I think this would be an excellent book for someone to start with who is skeptical about "science books" in general. While there’s definitely science in the book, there isn’t much technical writing, and there’s a lot of discussion of literature and feelings and impressions.
I loved the chapter when DeBlieu looked at the mythology of the wind, especially related to the Navajo. In their belief system, every newborn receives a personal, guiding wind with her first breath. As DeBlieu explains,
Early missionaries to the Navajo believed that the internal wind resembled a soul, but in fact the concept is much more complex and not easily translated into the vernacular of Western culture. The inner wind draws constantly from other winds and attaches the person to the entire swirling, holy atmosphere. "That within us stands from our mouth downward, it seems," a singer said. "We breath by it. We live by it. It moves all our parts, even our hearts."
Isn’t that a beautiful thing?
I also learned lots of interesting science-y stuff: my favourite new discovery is the existence of aeolian ecosystems. What’s that you ask? It’s an ecosystem "supported entirely by wind, [that] exists in the most baked and oxygen-starved landscape on earth." (That would be the Himalayas!) I was going to just summarise this passage, but I think it portrays the magic of life so vividly, I’m going to include it:
The algae and insect carcasses [blown by the wind] attract tiny but sturdy scavengers--salticid spiders, daddy long-legs, jumping bristletails, annelid worms that can survive encased within ice.

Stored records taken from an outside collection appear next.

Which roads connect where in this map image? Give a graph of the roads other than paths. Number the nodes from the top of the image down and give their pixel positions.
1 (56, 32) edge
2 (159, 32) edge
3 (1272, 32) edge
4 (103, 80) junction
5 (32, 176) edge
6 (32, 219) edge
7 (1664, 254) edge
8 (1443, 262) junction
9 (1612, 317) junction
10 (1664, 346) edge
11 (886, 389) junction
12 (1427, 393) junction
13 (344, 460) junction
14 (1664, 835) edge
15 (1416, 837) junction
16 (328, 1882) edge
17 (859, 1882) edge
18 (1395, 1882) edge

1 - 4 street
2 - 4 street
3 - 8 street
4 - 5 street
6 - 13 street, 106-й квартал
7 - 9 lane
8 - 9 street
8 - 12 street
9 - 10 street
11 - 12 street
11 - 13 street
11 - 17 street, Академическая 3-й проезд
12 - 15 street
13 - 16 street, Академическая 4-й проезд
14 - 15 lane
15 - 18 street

These in turn feed lizards, salamanders, rattlesnakes, and a few species of birds. Snowmelt forms pools inhabited by delicate springtails and fairy shrimp. Where water pours in muddy torrents from the mouths of glaciers stoneflies congregate in dense clouds, feeding on wind-borne debris that may have been trapped in the ice for hundreds of years.
Isn’t that neat?!
Well, I should probably stop now before I end up quoting the entire book for you. But DeBlieu looks at the wind from every angle--religious, historical, and personal. On the scientific side, she looks at how wind affects people, animal, plants, the earth, the water--so many aspects of science! She also looks at all kinds of wind, from the gentle soothing breezes to the angry acts of God that destroy lives. And she does it all with a meditative, lyrical tone of voice that draws you in to her introspective world. I highly recommend this one.
Notable Passages
"Where I live, on North Carolina’s Outer Banks, the days are defined by wind. Without it the roar of the surf would fall silent; the ocean would become as languid as a lake. Trees would sprout wherever their seeds happened to fall, creating the frontal dune, pushing a hundred feet up with spreading crowns. We would go about our lives in a vacuum. That is how it feels in the few moments when the wind dies: ominous, apocalyptic. As if the world has stopped turning."

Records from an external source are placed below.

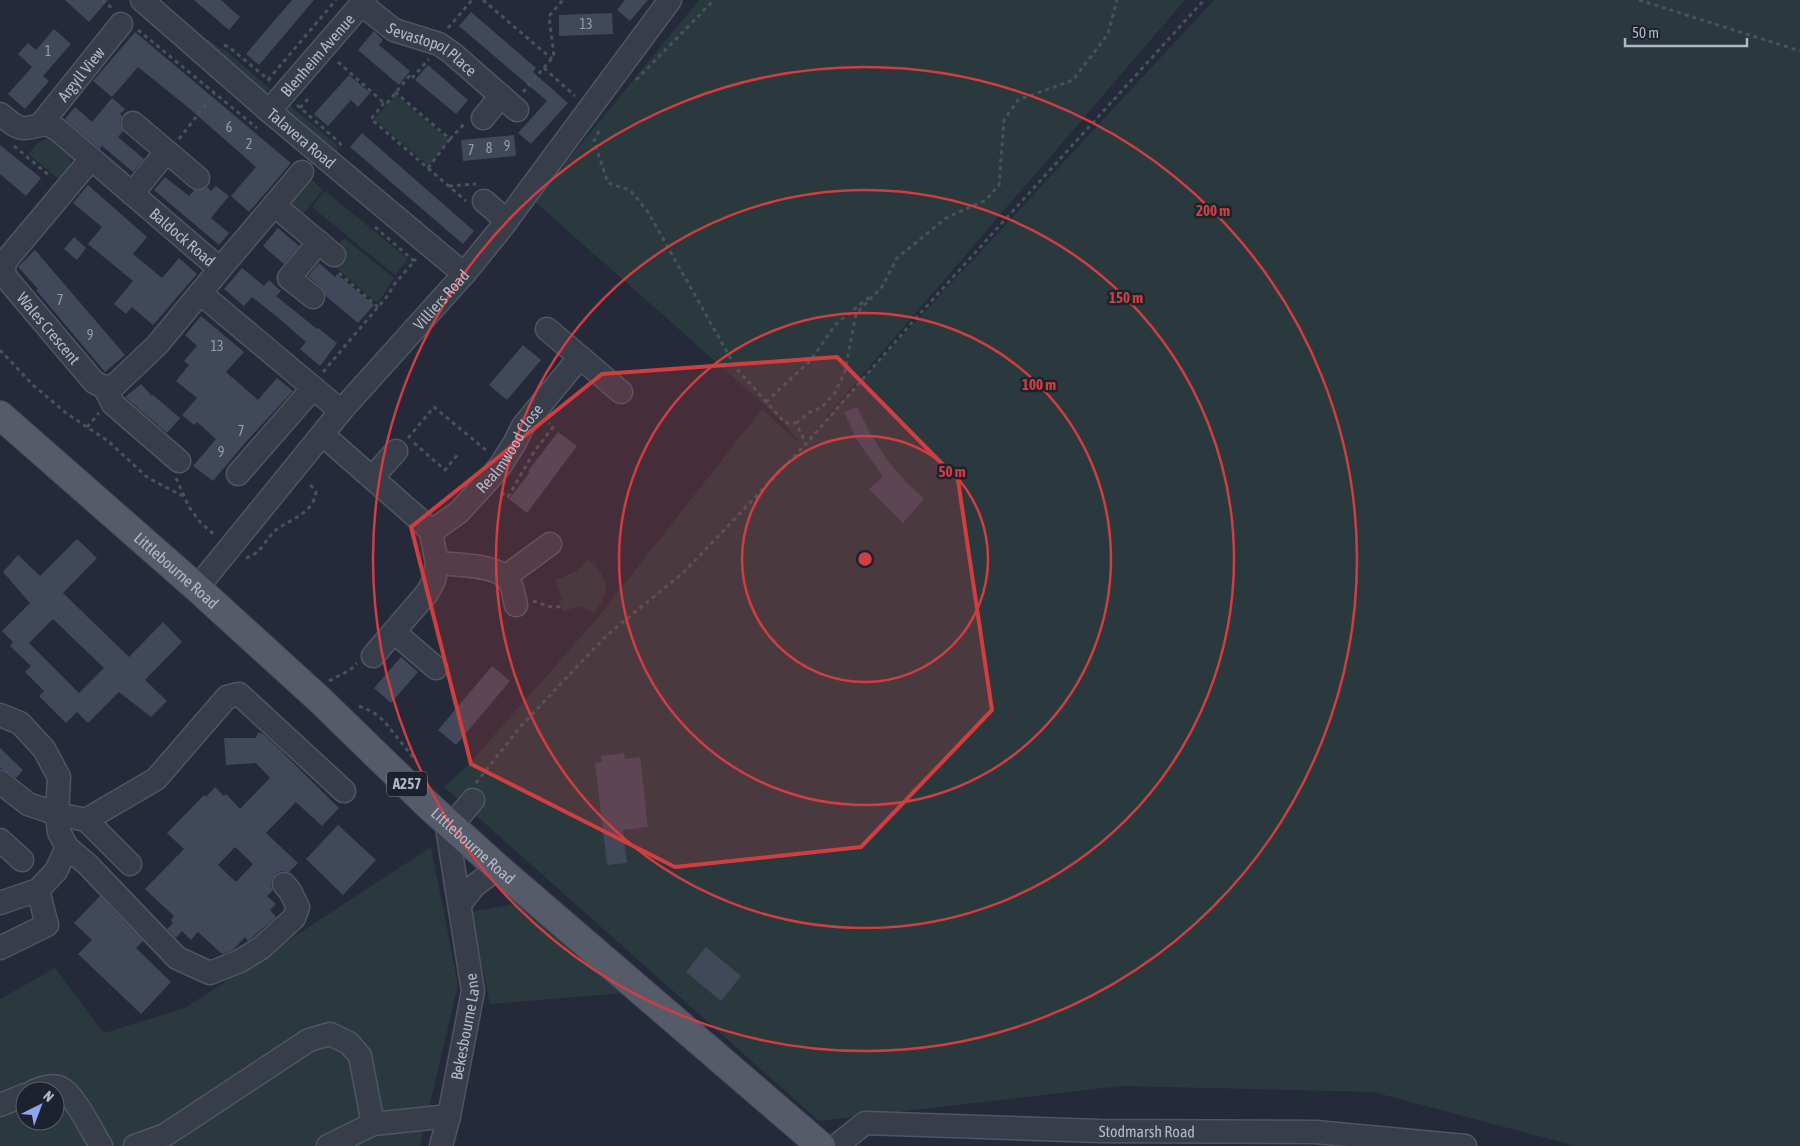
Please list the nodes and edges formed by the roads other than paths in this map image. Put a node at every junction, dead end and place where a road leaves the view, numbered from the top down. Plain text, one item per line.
1 (142, 0) edge
2 (670, 0) edge
3 (363, 2) edge
4 (125, 22) road end
5 (0, 114) edge
6 (483, 118) road end
7 (264, 121) junction
8 (133, 123) dead end
9 (41, 124) junction
10 (166, 152) junction
11 (92, 159) junction
12 (302, 172) dead end
13 (198, 178) dead end
14 (132, 194) junction
15 (484, 201) road end
16 (274, 205) junction
17 (507, 221) junction
18 (220, 269) junction
19 (464, 274) junction
20 (200, 293) junction
21 (313, 297) dead end
22 (547, 330) dead end
23 (580, 357) junction
24 (316, 381) junction
25 (104, 388) junction
26 (621, 392) dead end
27 (342, 411) junction
28 (0, 415) edge
29 (323, 434) junction
30 (396, 450) dead end
31 (179, 461) dead end
32 (238, 474) dead end
33 (372, 478) junction
34 (431, 532) junction
35 (550, 544) dead end
36 (437, 563) junction
37 (506, 578) junction
38 (197, 588) junction
39 (516, 603) road end
40 (394, 632) junction
41 (373, 656) road end
42 (436, 668) dead end
43 (0, 715) edge
44 (0, 783) edge
45 (344, 791) dead end
46 (474, 792) road end
47 (57, 814) junction
48 (86, 820) junction
49 (449, 823) junction
50 (0, 840) edge
51 (67, 847) junction
52 (22, 860) dead end
53 (130, 864) dead end
54 (498, 868) junction
55 (284, 884) dead end
56 (38, 890) junction
57 (0, 903) edge
58 (460, 904) junction
59 (0, 948) edge
60 (65, 1090) edge
61 (15, 1099) edge
62 (0, 1105) edge
63 (449, 1116) junction
64 (373, 1124) junction
65 (168, 1140) edge
66 (101, 1146) edge
67 (135, 1146) edge
68 (328, 1146) edge
69 (441, 1146) edge
70 (821, 1146) edge
71 (836, 1146) edge
72 (1465, 1146) edge

1 - 7 street, Talavera Road
2 - 17 street, Villiers Road
3 - 6 street, Sevastopol Place
3 - 7 street, Blenheim Avenue
4 - 9 street, Argyll View
5 - 9 street, Baldock Road
7 - 19 street, Talavera Road
8 - 10 street
9 - 11 street, Baldock Road
10 - 13 street
10 - 14 street
11 - 14 street, Baldock Road
11 - 25 street, Wales Crescent
12 - 16 street
14 - 18 street, Baldock Road
15 - 17 street
16 - 18 street
16 - 21 street
17 - 19 street, Villiers Road
18 - 20 street, Baldock Road
19 - 27 street, Villiers Road
20 - 24 street, Baldock Road
20 - 25 street
22 - 23 street
23 - 26 street
23 - 34 street, Realmwood Close
24 - 27 street, Baldock Road
24 - 32 street
25 - 31 street
27 - 29 street, Villiers Road
28 - 38 main road, Littlebourne Road / A257
29 - 33 street
29 - 38 street, Villiers Road
30 - 33 street
33 - 34 street
34 - 36 street
35 - 37 street
36 - 37 street
36 - 40 street
37 - 39 street
38 - 49 main road, Littlebourne Road / A257
40 - 41 street
40 - 42 street
43 - 47 street
44 - 47 street
45 - 48 street
46 - 49 street
47 - 48 street
47 - 51 street
48 - 53 street
49 - 54 main road, Littlebourne Road / A257
49 - 58 street, Bekesbourne Lane
50 - 52 street
51 - 55 street
51 - 56 street
54 - 58 street
54 - 70 main road, Littlebourne Road / A257
56 - 57 street
56 - 59 street
58 - 63 street, Bekesbourne Lane
60 - 66 street
61 - 62 street
63 - 64 street
63 - 69 street, Bekesbourne Lane
64 - 65 street
64 - 68 street
65 - 67 street
71 - 72 street, Stodmarsh Road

"Yet for all its intricacies, the ways in which wind ripples the water surface is the best understood of its many effects on the oceans. Wind is both the sculptor of waves and the engine of currents. It is the spoon that stirs layers and helps create the flows that carry oxygen to the bottom and nutrients to the surface. …And wind blows the line between air and water, pulling vast quantities of heat and moisture into the atmosphere, changing patterns of weather around the globe."
"Chronic pain, too, may intensify on windy days for reasons that defy precise medical explanation. Perhaps it is simply that wind causes some people unusual stress. A study of Chicago-area residents with arthritis found that the patients’ pain intensified on windy days, even among those who did not believe that weather could significantly affect their illness."
"In past seasons I have hiked these woods in search of birds, butterflies, wildflowers, and trees-and now geologic forms. How many ways are there of looking at a landscape?"